**Directions for this task:** Without the pictures, can you quote each line below exactly?

**Data extracts:**
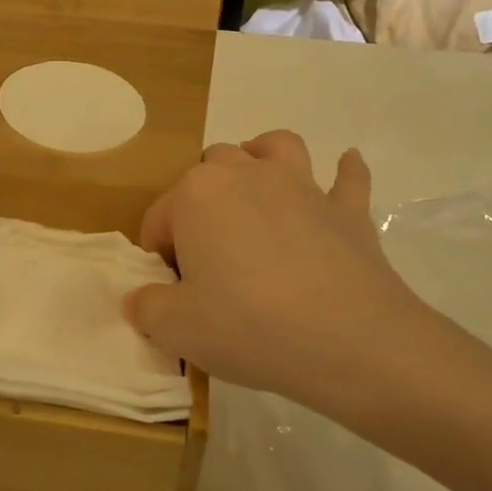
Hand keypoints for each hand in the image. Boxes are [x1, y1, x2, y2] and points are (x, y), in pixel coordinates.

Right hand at [126, 132, 440, 426]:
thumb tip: (141, 298)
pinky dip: (345, 173)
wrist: (350, 342)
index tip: (172, 291)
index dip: (159, 253)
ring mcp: (303, 187)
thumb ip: (147, 307)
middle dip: (202, 200)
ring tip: (258, 182)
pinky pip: (348, 179)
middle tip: (208, 253)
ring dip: (263, 157)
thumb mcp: (177, 328)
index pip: (160, 217)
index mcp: (198, 194)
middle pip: (212, 169)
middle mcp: (247, 174)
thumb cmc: (250, 326)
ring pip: (275, 148)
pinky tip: (345, 169)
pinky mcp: (347, 210)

**Exercise result:**
Hand keypoints for each hand in the image. Boxes are [x1, y1, x2, y2] and points are (x, y), in pixel coordinates.

Right hand at [126, 132, 440, 426]:
thumb tip: (141, 298)
pinky dip: (345, 173)
wrist: (350, 342)
index tip: (172, 291)
index dip: (159, 253)
ring mcp: (303, 187)
thumb ip: (147, 307)
middle dip: (202, 200)
ring tip: (258, 182)
pinky pip: (348, 179)
middle tip: (208, 253)
ring dip: (263, 157)
thumb mcp: (177, 328)
index pip: (160, 217)
index mcp: (198, 194)
middle pip: (212, 169)
middle mcp: (247, 174)
thumb cmc: (250, 326)
ring pip: (275, 148)
pinky tip: (345, 169)
pinky mcp: (347, 210)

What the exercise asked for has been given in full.